India Economy GrowthNew Delhi: In a recent report titled “India: Everything to play for”, Global investment bank Lehman Brothers has stated that Indian economic system will develop at 10% over the next ten years, if it carry on with structural reformations including deregulated labour market, liberalise investment rules and keeps government spending under control.

“It has the potential to raise its economic growth rate to 10 percent or so over the next decade. In realising that goal, continued structural reforms and prudent macro policies will be critical,” the report said.

The report said that the labor efficiency and structural modifications in the business sector were main growth drivers in recent years.

In the last four years, India’s economic system has grown an average of 8.6 percent. Lehman anticipates the economy to develop 8.8 percent in the recent fiscal and 9.2 percent in the year afterward.

The report also showed that several features revealed by Asia’s third-biggest financial system resembled those in other rising Asian countries during their early stages of economic take-off.

These comprised rising incomes, an increasingly open financial system and stable macroeconomic conditions exciting demand and investments.

The report said that reforms including easing foreign direct investment rules and labour market deregulation, plus fiscal consolidation and improved infrastructure, were required in order to pick up growth to an advanced level.

Lehman said the nation should also revive its privatisation programme.

“A key reform would be reducing the dominance of public sector banks,” the report said.
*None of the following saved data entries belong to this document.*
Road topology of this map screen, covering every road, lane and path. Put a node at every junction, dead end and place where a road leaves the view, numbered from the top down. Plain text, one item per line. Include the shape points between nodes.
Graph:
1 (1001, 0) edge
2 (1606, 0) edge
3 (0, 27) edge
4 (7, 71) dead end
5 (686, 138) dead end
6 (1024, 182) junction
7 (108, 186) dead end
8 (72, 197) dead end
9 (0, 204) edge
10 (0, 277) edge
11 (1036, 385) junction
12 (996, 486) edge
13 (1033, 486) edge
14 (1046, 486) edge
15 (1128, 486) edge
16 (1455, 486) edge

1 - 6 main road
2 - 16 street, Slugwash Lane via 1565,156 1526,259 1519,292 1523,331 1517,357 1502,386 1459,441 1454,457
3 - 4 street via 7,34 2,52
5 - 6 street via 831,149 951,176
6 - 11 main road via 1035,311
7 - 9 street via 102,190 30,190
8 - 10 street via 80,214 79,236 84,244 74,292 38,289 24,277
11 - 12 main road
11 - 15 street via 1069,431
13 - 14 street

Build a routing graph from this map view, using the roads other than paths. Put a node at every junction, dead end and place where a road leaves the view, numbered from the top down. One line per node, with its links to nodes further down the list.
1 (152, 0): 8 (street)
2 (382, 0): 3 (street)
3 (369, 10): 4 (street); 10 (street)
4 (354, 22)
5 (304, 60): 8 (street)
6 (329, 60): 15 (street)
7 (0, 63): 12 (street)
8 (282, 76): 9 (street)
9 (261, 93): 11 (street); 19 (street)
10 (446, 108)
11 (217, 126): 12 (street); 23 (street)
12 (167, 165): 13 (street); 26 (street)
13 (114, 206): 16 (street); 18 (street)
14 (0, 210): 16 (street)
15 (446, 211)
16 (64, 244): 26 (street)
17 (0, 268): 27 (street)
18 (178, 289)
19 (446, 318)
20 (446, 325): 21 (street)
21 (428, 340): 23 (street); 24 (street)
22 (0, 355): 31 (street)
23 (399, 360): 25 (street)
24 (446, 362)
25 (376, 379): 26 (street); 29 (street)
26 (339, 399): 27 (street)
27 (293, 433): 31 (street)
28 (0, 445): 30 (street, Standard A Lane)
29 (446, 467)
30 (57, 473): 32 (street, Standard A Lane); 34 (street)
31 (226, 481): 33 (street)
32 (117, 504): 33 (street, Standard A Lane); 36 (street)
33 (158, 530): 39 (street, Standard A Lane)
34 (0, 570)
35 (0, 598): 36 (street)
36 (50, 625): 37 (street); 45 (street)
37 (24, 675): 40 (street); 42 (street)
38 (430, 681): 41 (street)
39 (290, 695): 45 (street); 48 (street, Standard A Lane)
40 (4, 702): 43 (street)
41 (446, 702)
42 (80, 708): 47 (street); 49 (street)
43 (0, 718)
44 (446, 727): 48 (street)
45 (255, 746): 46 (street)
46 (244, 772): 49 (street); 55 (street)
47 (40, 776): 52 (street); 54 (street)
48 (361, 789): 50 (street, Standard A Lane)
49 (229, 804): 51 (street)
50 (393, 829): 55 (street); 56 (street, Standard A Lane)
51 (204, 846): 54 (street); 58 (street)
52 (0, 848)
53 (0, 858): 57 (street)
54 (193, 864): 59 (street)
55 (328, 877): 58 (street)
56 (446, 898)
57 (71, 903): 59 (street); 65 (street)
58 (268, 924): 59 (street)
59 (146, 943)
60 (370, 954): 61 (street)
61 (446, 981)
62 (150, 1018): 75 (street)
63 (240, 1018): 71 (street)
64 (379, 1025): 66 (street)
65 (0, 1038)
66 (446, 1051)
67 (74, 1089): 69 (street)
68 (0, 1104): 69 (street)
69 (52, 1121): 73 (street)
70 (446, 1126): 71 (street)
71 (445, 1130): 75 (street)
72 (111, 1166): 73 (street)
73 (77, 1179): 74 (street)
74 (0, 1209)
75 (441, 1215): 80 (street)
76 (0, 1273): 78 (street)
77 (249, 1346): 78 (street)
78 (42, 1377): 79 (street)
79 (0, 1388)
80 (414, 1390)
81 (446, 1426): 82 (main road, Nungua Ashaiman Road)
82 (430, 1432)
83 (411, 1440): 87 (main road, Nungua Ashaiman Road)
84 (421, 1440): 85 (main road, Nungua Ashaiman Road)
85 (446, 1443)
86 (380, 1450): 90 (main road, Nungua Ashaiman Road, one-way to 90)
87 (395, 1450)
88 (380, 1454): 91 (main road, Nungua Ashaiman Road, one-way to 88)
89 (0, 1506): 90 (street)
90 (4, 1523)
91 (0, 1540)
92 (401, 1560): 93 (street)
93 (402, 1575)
The report said that a rapid worldwide economic slump is a danger to Indian economy in the coming future, even if it was not as reliant on exports as other Asian economic systems.

“While India is one of the least vulnerable economies, it is not immune,” it said.

Lehman also told that it could not exclude a period when demand could surpass supply in India, raising risks of overheating.

The RBI has raised its temporary lending rate five times between June 2006 and March in an effort to chill demand forces and test out inflation. It has also increased banks' reserve demands by 200 basis points since December to restrain excess cash from the banking industry.